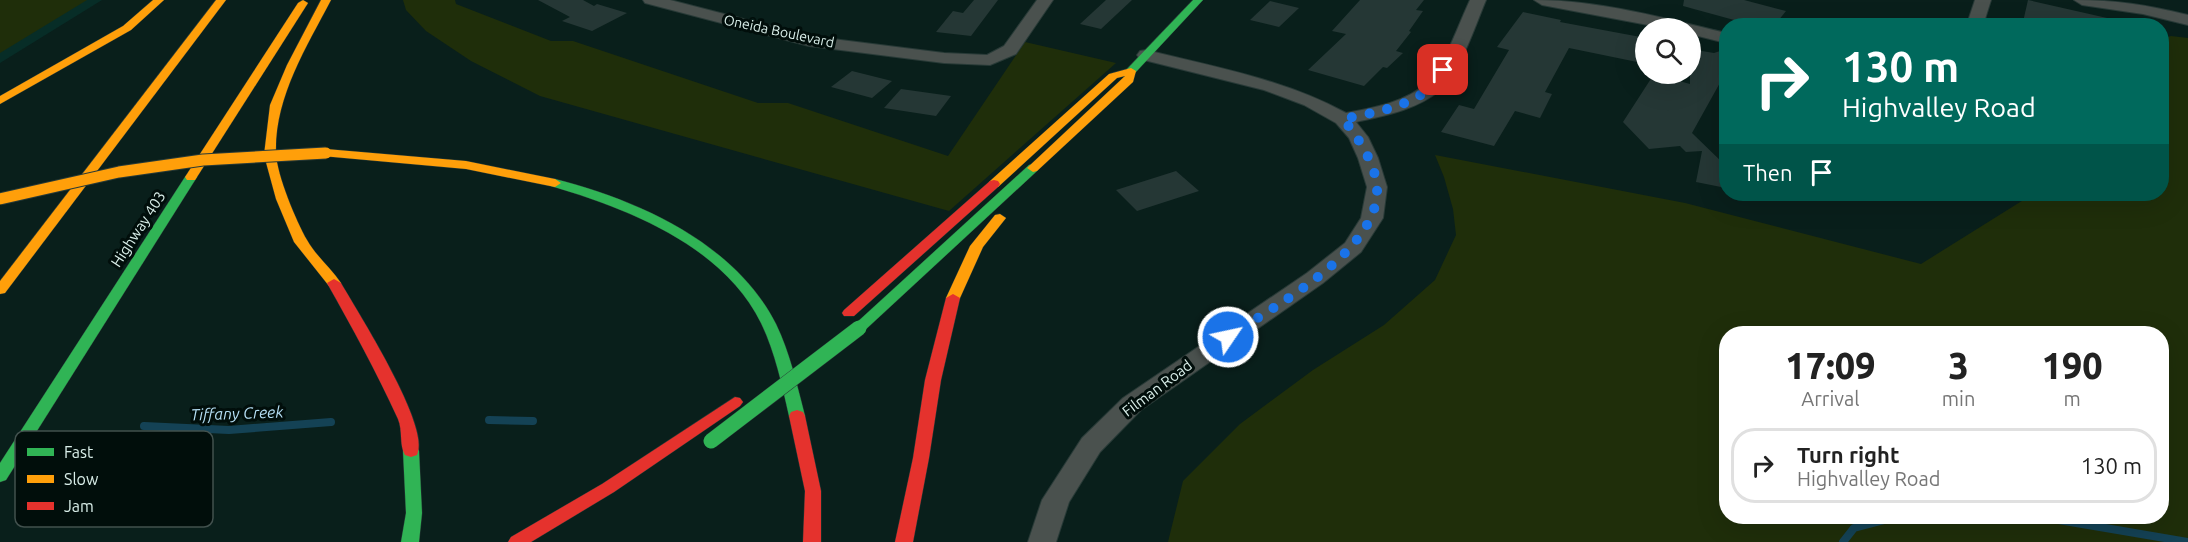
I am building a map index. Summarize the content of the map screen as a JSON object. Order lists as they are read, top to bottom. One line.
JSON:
{"streets":{"main road":["Highway 403"],"street":["Oneida Boulevard","Filman Road"]},"water":["Tiffany Creek"],"legend":["Fast","Slow","Jam"],"page":{"turn":["130 m","Highvalley Road"],"then":"Then","eta":["17:09","Arrival","3","min","190","m"],"list":[{"name":"Turn right","note":"Highvalley Road","value":"130 m"}]}}
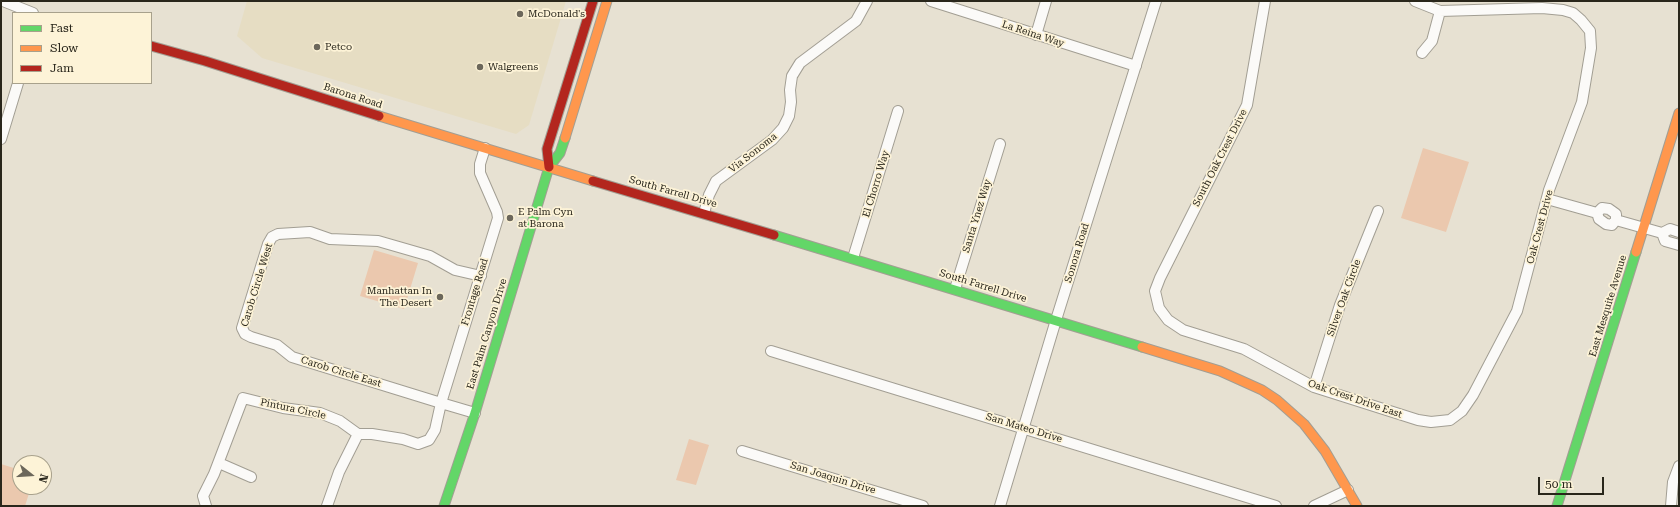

Task to carry out =>
When copying the data above, repeat every word exactly and drop the pictures.

Response area =>
I am building a map index. Summarize the content of the map screen as a JSON object. Order lists as they are read, top to bottom. One line.
JSON:
{"streets":{"main road":["Highway 403"],"street":["Oneida Boulevard","Filman Road"]},"water":["Tiffany Creek"],"legend":["Fast","Slow","Jam"],"page":{"turn":["130 m","Highvalley Road"],"then":"Then","eta":["17:09","Arrival","3","min","190","m"],"list":[{"name":"Turn right","note":"Highvalley Road","value":"130 m"}]}}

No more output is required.